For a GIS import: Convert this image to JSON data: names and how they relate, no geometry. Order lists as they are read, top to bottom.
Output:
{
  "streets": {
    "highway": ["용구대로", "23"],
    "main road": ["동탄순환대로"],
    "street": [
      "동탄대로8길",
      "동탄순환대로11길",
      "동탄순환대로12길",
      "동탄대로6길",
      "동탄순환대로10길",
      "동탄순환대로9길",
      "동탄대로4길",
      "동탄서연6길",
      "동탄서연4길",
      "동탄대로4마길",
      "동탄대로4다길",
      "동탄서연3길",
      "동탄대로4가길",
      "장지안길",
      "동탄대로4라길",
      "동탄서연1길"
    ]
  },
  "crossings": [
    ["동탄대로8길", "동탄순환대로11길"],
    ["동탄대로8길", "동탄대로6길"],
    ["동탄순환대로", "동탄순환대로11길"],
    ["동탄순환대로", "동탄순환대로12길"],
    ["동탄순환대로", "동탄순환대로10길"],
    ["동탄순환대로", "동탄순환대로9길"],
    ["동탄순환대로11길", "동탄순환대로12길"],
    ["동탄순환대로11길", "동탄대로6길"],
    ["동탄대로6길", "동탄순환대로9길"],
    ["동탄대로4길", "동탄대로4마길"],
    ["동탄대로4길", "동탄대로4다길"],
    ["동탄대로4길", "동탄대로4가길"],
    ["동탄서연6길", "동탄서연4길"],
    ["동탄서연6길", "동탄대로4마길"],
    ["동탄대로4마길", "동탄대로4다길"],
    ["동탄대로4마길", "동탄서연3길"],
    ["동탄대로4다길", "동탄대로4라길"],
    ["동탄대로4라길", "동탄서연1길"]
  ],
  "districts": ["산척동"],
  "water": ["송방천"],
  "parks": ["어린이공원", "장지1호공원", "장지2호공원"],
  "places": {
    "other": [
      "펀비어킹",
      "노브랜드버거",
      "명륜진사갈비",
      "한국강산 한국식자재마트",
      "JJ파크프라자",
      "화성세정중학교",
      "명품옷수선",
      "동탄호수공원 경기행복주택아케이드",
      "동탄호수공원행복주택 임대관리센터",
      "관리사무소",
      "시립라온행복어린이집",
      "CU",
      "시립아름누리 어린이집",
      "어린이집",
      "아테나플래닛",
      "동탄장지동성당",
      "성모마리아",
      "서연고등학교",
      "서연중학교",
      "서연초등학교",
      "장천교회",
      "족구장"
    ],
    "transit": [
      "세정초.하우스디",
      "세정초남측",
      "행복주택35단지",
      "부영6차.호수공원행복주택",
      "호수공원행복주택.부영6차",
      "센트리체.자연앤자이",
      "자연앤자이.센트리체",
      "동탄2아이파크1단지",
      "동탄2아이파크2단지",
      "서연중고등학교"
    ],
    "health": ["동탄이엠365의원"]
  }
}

────────

Work required:
Set all of the data down again exactly.

Output of the task:
For a GIS import: Convert this image to JSON data: names and how they relate, no geometry. Order lists as they are read, top to bottom.
Output:
{
  "streets": {
    "highway": ["용구대로", "23"],
    "main road": ["동탄순환대로"],
    "street": [
      "동탄대로8길",
      "동탄순환대로11길",
      "동탄순환대로12길",
      "동탄대로6길",
      "동탄순환대로10길",
      "동탄순환대로9길",
      "동탄대로4길",
      "동탄서연6길",
      "동탄서연4길",
      "동탄대로4마길",
      "동탄대로4다길",
      "동탄서연3길",
      "동탄대로4가길",
      "장지안길",
      "동탄대로4라길",
      "동탄서연1길"
    ]
  },
  "crossings": [
    ["동탄대로8길", "동탄순환대로11길"],
    ["동탄대로8길", "동탄대로6길"],
    ["동탄순환대로", "동탄순환대로11길"],
    ["동탄순환대로", "동탄순환대로12길"],
    ["동탄순환대로", "동탄순환대로10길"],
    ["동탄순환대로", "동탄순환대로9길"],
    ["동탄순환대로11길", "동탄순환대로12길"],
    ["동탄순환대로11길", "동탄대로6길"],
    ["동탄대로6길", "동탄순환대로9길"],
    ["동탄대로4길", "동탄대로4마길"],
    ["동탄대로4길", "동탄대로4다길"],
    ["동탄대로4길", "동탄대로4가길"],
    ["동탄서연6길", "동탄서연4길"],
    ["동탄서연6길", "동탄대로4마길"],
    ["동탄대로4마길", "동탄대로4다길"],
    ["동탄대로4마길", "동탄서연3길"],
    ["동탄대로4다길", "동탄대로4라길"],
    ["동탄대로4라길", "동탄서연1길"]
  ],
  "districts": ["산척동"],
  "water": ["송방천"],
  "parks": ["어린이공원", "장지1호공원", "장지2호공원"],
  "places": {
    "other": [
      "펀비어킹",
      "노브랜드버거",
      "명륜진사갈비",
      "한국강산 한국식자재마트",
      "JJ파크프라자",
      "화성세정중학교",
      "명품옷수선",
      "동탄호수공원 경기행복주택아케이드",
      "동탄호수공원행복주택 임대관리센터",
      "관리사무소",
      "시립라온행복어린이집",
      "CU",
      "시립아름누리 어린이집",
      "어린이집",
      "아테나플래닛",
      "동탄장지동성당",
      "성모마리아",
      "서연고등학교",
      "서연중학교",
      "서연초등학교",
      "장천교회",
      "족구장"
    ],
    "transit": [
      "세정초.하우스디",
      "세정초남측",
      "행복주택35단지",
      "부영6차.호수공원행복주택",
      "호수공원행복주택.부영6차",
      "센트리체.자연앤자이",
      "자연앤자이.센트리체",
      "동탄2아이파크1단지",
      "동탄2아이파크2단지",
      "서연중고등학교"
    ],
    "health": ["동탄이엠365의원"]
  }
}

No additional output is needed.